■ **PROVIDED RECORDS**:
##############################

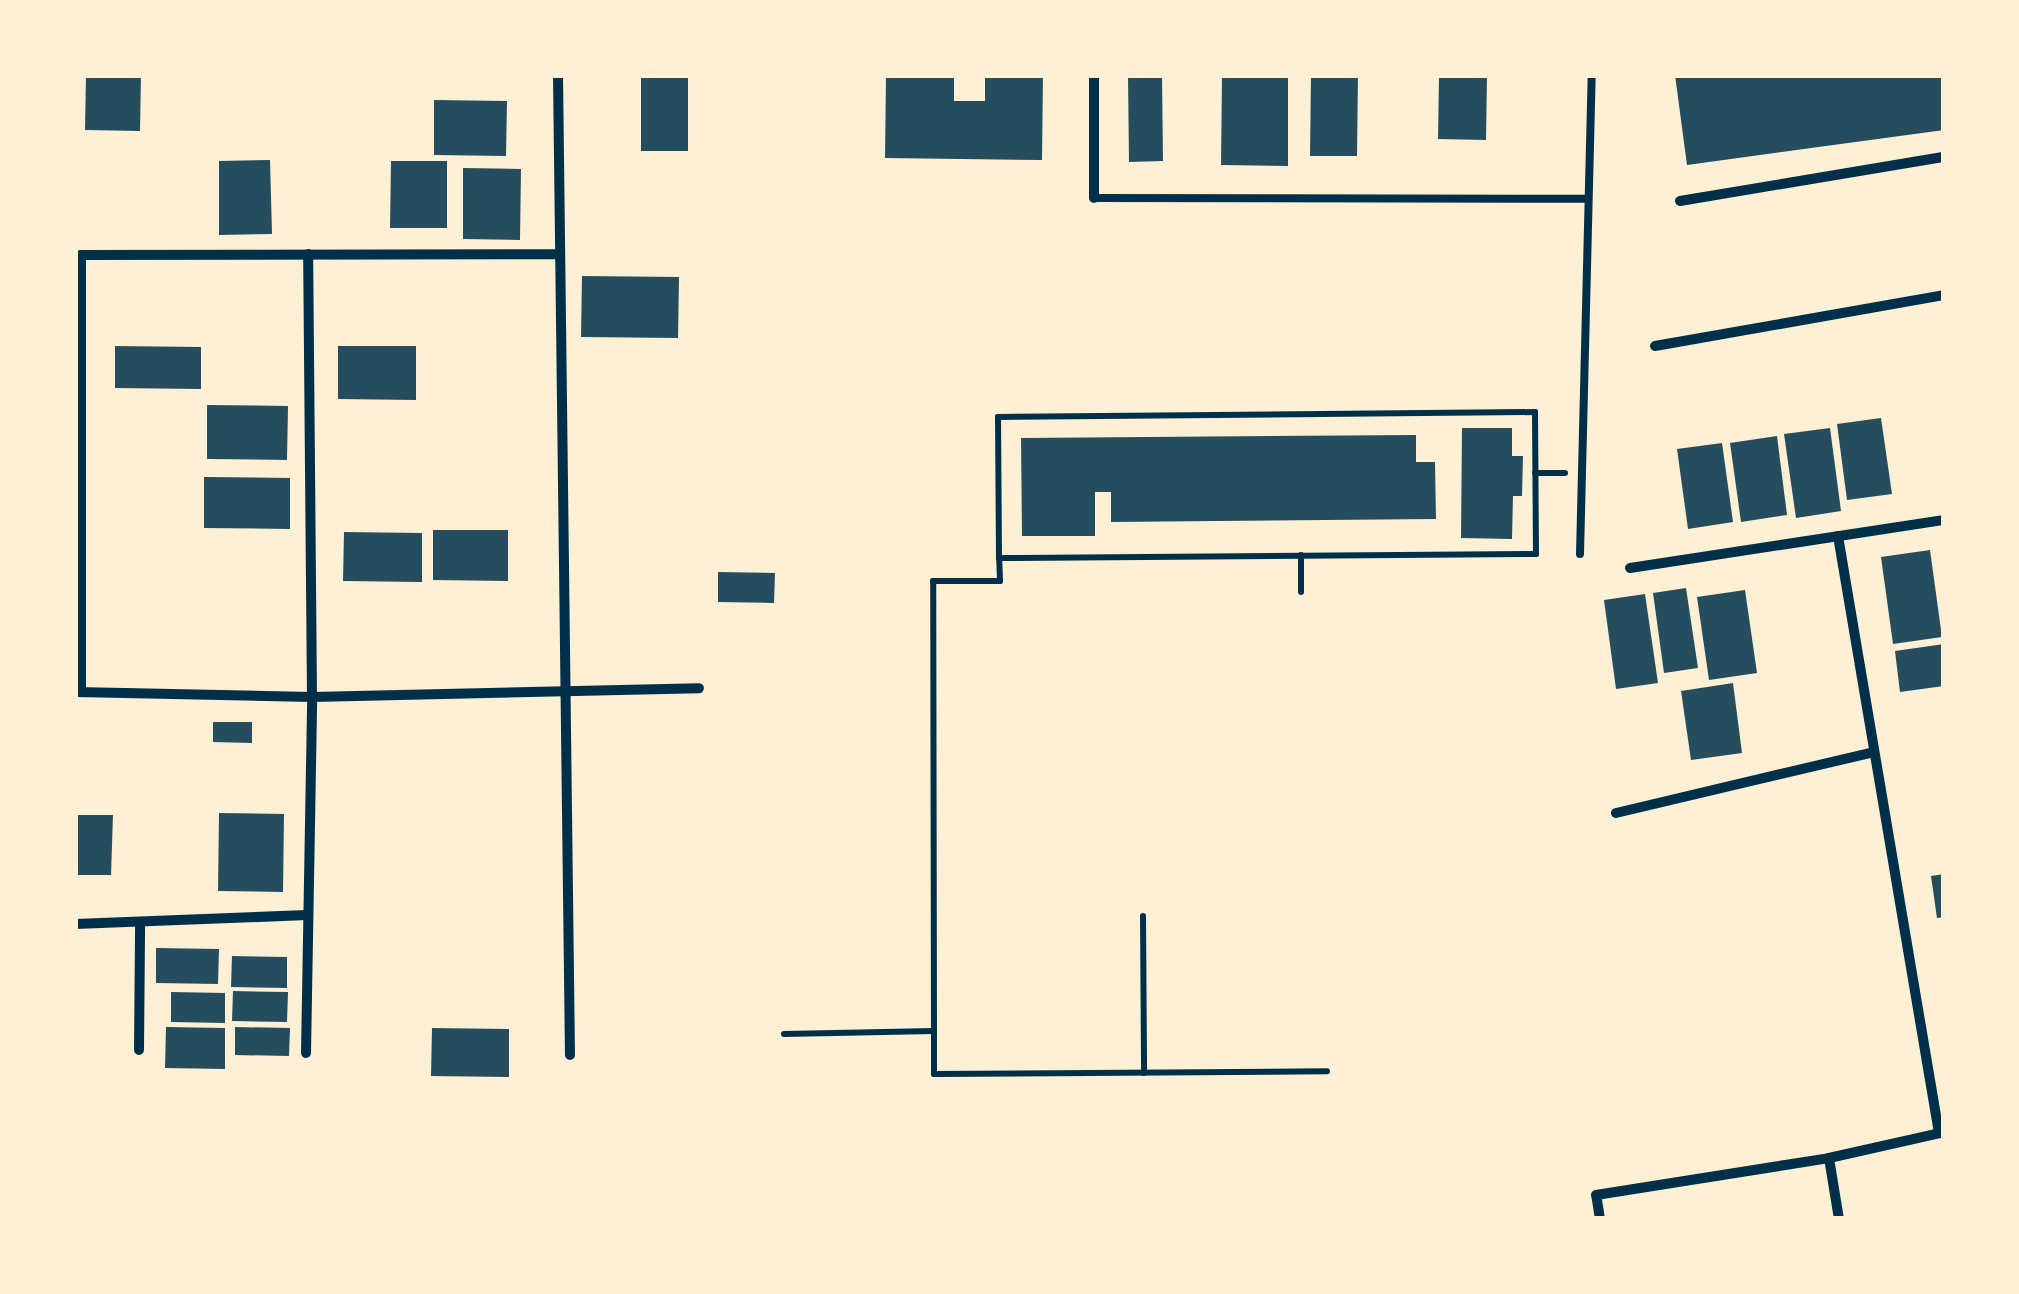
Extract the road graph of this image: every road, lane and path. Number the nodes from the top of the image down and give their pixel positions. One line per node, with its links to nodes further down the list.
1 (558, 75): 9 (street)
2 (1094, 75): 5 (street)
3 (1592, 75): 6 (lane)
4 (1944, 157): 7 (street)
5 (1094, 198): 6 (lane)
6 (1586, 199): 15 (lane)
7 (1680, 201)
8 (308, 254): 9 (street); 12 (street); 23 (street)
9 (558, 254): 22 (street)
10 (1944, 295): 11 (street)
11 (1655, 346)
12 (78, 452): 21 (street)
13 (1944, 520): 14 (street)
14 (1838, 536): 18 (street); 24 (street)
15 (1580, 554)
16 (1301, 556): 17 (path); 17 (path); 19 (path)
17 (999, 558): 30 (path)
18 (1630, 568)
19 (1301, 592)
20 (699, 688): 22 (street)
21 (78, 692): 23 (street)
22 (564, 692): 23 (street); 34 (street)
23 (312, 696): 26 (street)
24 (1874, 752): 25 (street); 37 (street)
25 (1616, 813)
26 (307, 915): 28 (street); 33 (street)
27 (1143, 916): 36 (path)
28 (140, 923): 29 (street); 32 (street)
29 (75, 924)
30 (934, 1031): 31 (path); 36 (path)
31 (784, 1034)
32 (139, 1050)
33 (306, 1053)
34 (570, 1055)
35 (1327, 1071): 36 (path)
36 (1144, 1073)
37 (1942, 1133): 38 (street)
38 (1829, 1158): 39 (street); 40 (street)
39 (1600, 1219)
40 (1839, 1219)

##############################

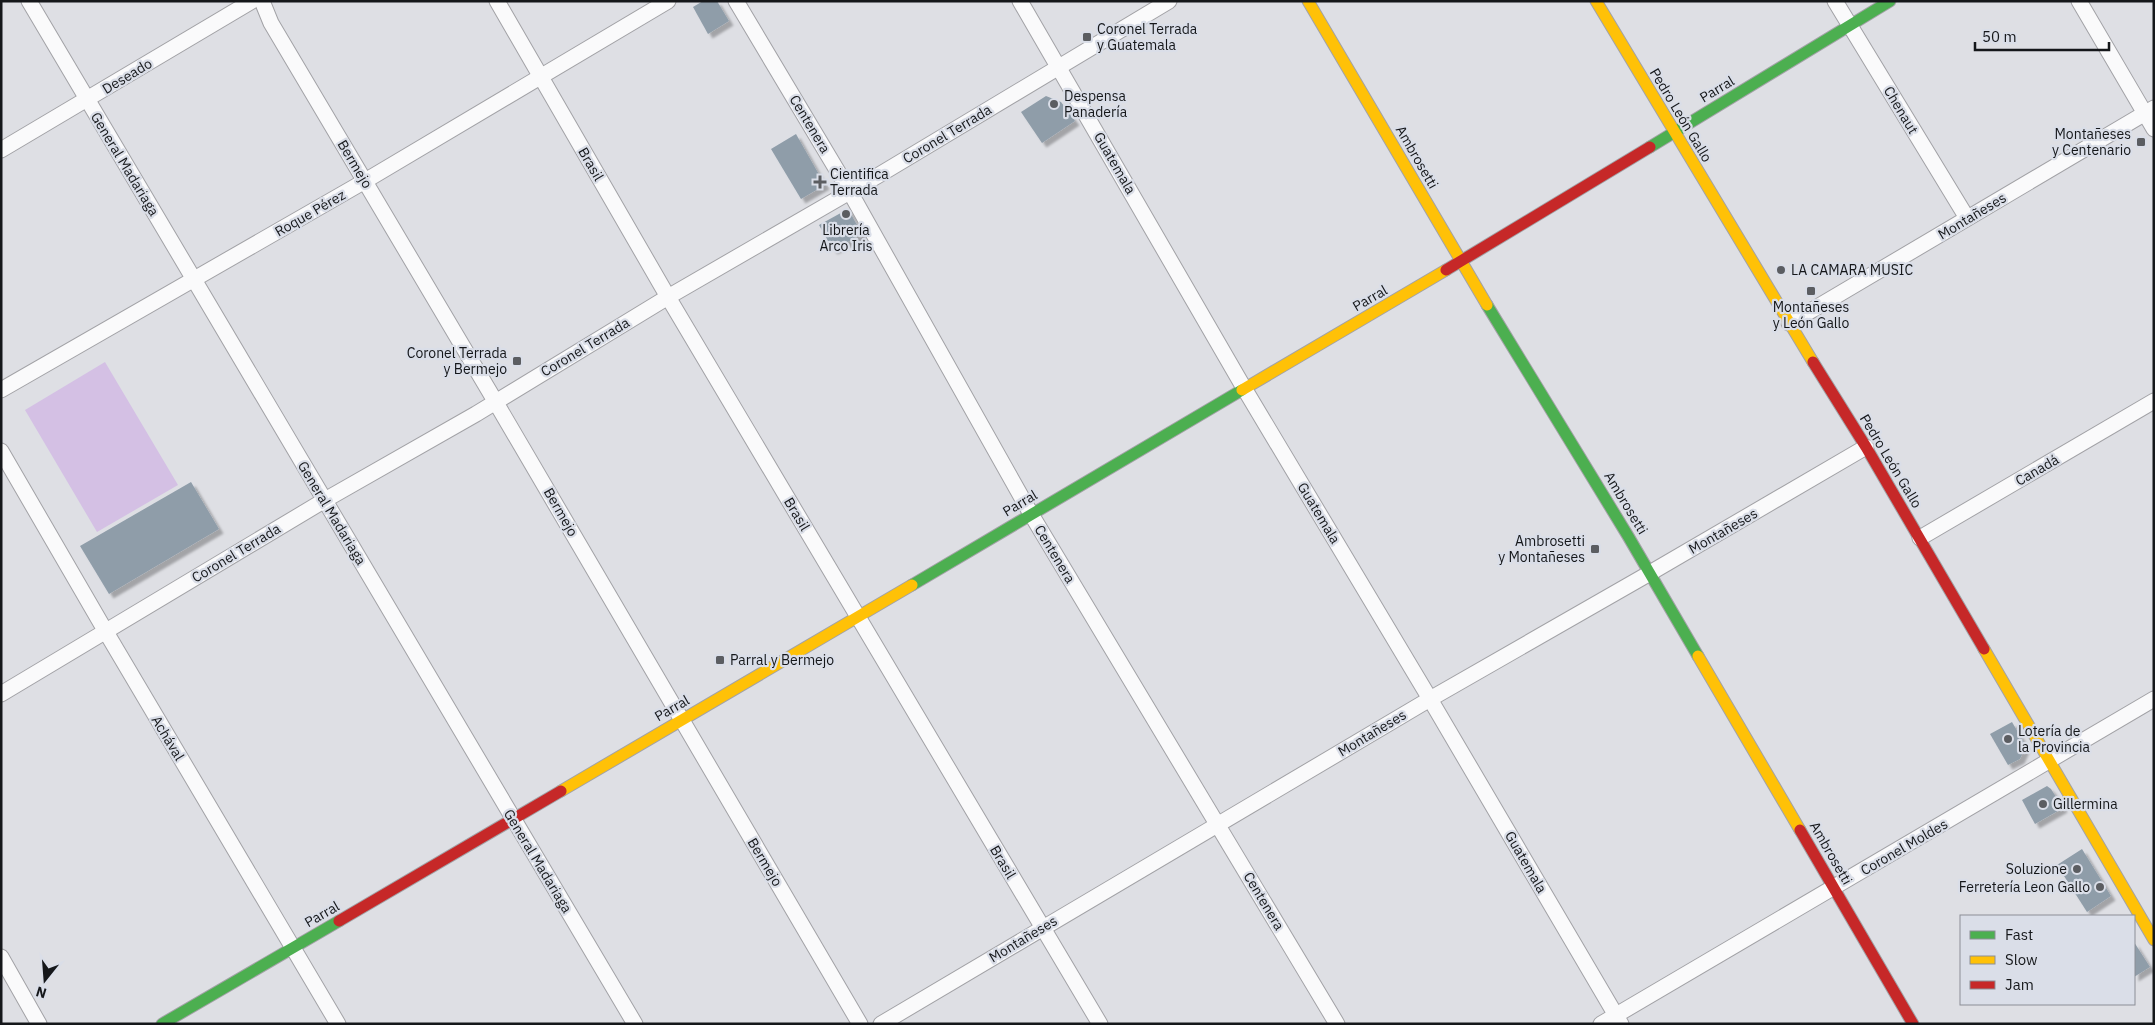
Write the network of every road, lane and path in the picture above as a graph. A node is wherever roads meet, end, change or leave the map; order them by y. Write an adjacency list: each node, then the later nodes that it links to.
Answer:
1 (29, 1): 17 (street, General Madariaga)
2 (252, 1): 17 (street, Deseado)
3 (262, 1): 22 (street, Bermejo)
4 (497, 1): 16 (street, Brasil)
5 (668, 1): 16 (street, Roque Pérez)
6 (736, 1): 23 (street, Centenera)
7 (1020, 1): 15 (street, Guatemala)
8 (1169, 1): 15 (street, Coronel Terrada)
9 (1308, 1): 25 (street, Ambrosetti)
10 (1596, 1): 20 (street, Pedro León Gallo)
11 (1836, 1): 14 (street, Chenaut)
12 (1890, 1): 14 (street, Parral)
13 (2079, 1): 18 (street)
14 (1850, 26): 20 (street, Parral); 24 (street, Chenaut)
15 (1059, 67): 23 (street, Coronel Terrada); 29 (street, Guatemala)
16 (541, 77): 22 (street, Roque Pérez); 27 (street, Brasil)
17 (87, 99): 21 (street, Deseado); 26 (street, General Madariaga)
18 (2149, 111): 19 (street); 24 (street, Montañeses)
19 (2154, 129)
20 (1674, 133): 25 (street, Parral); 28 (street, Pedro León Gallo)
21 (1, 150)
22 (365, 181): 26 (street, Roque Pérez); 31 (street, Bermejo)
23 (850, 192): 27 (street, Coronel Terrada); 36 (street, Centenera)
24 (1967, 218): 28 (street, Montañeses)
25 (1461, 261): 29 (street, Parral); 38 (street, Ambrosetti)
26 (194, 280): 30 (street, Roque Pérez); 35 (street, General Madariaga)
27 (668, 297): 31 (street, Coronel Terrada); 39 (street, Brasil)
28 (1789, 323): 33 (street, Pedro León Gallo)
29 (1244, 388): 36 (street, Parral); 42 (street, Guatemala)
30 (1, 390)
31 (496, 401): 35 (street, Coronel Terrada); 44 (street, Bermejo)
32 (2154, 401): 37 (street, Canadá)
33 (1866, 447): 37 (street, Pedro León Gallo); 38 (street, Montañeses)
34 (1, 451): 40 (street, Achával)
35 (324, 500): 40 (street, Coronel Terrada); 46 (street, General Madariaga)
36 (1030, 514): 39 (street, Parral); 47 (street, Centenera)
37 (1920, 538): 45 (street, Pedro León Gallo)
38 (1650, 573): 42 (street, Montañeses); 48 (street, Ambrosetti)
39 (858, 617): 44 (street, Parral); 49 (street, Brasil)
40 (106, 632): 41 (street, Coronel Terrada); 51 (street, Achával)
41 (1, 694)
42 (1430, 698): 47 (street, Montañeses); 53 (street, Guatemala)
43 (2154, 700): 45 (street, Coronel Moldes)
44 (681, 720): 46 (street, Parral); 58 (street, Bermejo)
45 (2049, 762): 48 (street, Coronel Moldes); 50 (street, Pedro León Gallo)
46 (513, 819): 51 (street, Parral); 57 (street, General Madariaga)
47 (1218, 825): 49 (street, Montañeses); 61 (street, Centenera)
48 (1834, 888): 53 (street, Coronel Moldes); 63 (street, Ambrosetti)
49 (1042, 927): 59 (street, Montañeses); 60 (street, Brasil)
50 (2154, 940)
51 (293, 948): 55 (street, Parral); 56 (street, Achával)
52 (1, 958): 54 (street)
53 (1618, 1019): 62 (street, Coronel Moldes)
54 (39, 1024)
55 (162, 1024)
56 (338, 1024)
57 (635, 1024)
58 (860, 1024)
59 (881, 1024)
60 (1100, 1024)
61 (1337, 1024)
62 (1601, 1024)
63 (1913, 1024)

##############################

■ **EXERCISE BRIEF**: Report every line of the records that contains the word "Guatemala".

■ **EXERCISE RESULT**:
7 (1020, 1): 15 (street, Guatemala)
15 (1059, 67): 23 (street, Coronel Terrada); 29 (street, Guatemala)
29 (1244, 388): 36 (street, Parral); 42 (street, Guatemala)
42 (1430, 698): 47 (street, Montañeses); 53 (street, Guatemala)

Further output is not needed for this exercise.